The world's most sophisticated urban road pricing system is going to become even more sophisticated as Singapore looks like being the first city to ever implement a full distance, time, location and vehicle type based road pricing scheme, using GNSS technologies. 

Singapore's Land Transport Authority announced the winning bid for its procurement of a GNSS based electronic road pricing (ERP) system on 25 February - a consortium of NCS and Mitsubishi Heavy Industries Engine System Asia. NCS holds the contract for maintaining the ERP system and Mitsubishi was responsible for developing the original ERP system.   NCS is a subsidiary of Singtel, Singapore's major telecommunications carrier, itself owned by Temasek,  the Singaporean Government investment company that invests in firms such as Singapore Airlines.

The cost is S$556m (US$407m) and implementation is expected in 2020, with development starting around April.  According to Channel News Asia, the existing ERP system will operate in parallel for an 18 month transition period.  Two other participating suppliers were ST Electronics, which bid the project for S$1.26b, and the consortium of Watchdata Technologies and Beijing Watchdata System which did not reach the bidding phase.  This enormous difference in bidding price must have been influential, as well as NCS/Mitsubishi's long standing experience and understanding of the current ERP system.

The winning consortium will build and maintain the next generation GNSS urban road pricing system.   Although it will primarily use GNSS systems to detect and measure distance, it is also reported that beacons may be used to supplement GNSS signals in some locations.  It is using 4G systems for communication, but according to Business Times intends to still be compatible with stored value cards - a first for GNSS charging systems (as no OBUs in use anywhere currently take payment cards).

Channel News Asia published this image depicting some value added services that the new system will bring, including real-time traffic and parking information, and payment systems for parking.  The OBU is intended to be "open to new applications" to enable the ERP system to be a telematics platform.  One feature will be warning in advance of a charged road, so that a road user can choose to divert elsewhere.

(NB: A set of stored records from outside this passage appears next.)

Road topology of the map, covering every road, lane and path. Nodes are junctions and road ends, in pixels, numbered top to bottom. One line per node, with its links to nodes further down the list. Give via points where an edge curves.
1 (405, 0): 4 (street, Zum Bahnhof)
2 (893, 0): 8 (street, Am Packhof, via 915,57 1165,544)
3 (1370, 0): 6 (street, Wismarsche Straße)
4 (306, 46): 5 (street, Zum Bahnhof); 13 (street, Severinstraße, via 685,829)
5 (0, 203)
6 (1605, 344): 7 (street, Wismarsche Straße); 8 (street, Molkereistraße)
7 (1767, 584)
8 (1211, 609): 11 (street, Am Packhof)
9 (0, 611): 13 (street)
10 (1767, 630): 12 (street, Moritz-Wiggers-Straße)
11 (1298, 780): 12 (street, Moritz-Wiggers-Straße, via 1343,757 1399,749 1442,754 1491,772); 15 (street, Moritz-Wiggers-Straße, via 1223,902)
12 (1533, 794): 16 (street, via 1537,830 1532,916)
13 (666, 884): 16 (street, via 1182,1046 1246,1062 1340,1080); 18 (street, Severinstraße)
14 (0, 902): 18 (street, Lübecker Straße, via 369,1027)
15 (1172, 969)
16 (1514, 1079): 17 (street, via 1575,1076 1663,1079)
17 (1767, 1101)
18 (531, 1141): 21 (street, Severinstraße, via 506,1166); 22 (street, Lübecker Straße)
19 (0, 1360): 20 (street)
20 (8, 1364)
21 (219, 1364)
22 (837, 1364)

Singapore congestion charging based on GPS


Since September 1998, Singapore has had the world's most sophisticated urban congestion charging scheme, which has directly targeted only segments of roads that are heavily congested and applies prices to those segments of road based on achieving a minimum "level of service" (operating speed).  Its prices vary by time of day and direction of travel, apply to virtually all vehicles (including motorcycles and buses) and are reviewed regularly to ensure they are appropriate - that means the prices rise if speeds drop below a set threshold, or are reduced if they go above another threshold.  The intention being to optimise the use of the network.

It goes back to the Area Licensing Scheme in 1975, which essentially introduced a pass based system of congestion charging for access into central Singapore, and the subsequent introduction of controls on the numbers of vehicles allowed to be licensed in the country (a policy that is more plausible in a city-state than in a larger country, let alone the individual liberties concerns in many countries).

Singapore has curbed car ownership by limiting the number of cars in the country, but it has not stopped the country building adequate road capacity.  12% of the land area is taken up by roads, although again, in a city-state it is hardly surprising, built up areas need access which means they need roads, and there is little room for farms or forests which can cover vast areas with little road access.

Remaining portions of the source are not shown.